# THE TASK
One number is the full answer: how many lines in the records contain the word "lane"?
[Start of Attachment]
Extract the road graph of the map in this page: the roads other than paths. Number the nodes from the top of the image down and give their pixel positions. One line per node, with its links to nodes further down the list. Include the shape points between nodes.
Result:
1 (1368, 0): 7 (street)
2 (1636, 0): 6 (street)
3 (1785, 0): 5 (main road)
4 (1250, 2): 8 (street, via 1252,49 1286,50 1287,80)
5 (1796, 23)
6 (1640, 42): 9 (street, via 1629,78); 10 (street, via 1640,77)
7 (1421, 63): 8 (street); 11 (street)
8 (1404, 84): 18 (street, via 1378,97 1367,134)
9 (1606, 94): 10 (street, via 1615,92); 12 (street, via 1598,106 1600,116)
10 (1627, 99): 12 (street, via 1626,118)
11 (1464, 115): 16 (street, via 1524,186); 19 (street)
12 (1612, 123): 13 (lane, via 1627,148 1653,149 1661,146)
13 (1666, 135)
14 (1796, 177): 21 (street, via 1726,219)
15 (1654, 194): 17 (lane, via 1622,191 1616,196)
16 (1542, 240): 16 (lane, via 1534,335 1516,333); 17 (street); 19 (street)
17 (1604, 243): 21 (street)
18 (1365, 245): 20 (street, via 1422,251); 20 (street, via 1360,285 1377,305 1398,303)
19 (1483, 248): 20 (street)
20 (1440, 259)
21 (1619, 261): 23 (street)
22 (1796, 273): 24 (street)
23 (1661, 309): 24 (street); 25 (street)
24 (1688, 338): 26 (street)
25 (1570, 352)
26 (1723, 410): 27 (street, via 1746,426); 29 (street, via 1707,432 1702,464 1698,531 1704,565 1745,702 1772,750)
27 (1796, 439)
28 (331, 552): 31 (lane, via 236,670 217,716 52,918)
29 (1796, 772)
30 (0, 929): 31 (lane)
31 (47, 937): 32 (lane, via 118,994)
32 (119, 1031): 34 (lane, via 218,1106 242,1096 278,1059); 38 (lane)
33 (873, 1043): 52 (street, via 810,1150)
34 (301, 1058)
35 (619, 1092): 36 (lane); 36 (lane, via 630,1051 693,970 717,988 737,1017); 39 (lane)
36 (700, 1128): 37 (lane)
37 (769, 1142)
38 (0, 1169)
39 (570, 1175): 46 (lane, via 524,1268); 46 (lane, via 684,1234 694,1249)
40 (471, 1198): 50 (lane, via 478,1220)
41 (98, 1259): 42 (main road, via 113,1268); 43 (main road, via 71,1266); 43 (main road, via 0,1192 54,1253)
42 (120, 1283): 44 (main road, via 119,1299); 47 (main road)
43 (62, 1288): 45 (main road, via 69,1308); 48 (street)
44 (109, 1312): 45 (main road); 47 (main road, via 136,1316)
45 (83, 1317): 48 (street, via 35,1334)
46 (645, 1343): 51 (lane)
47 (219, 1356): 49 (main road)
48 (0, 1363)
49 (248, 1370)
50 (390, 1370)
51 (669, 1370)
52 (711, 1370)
[End of Attachment]
# EXERCISE RESULT
12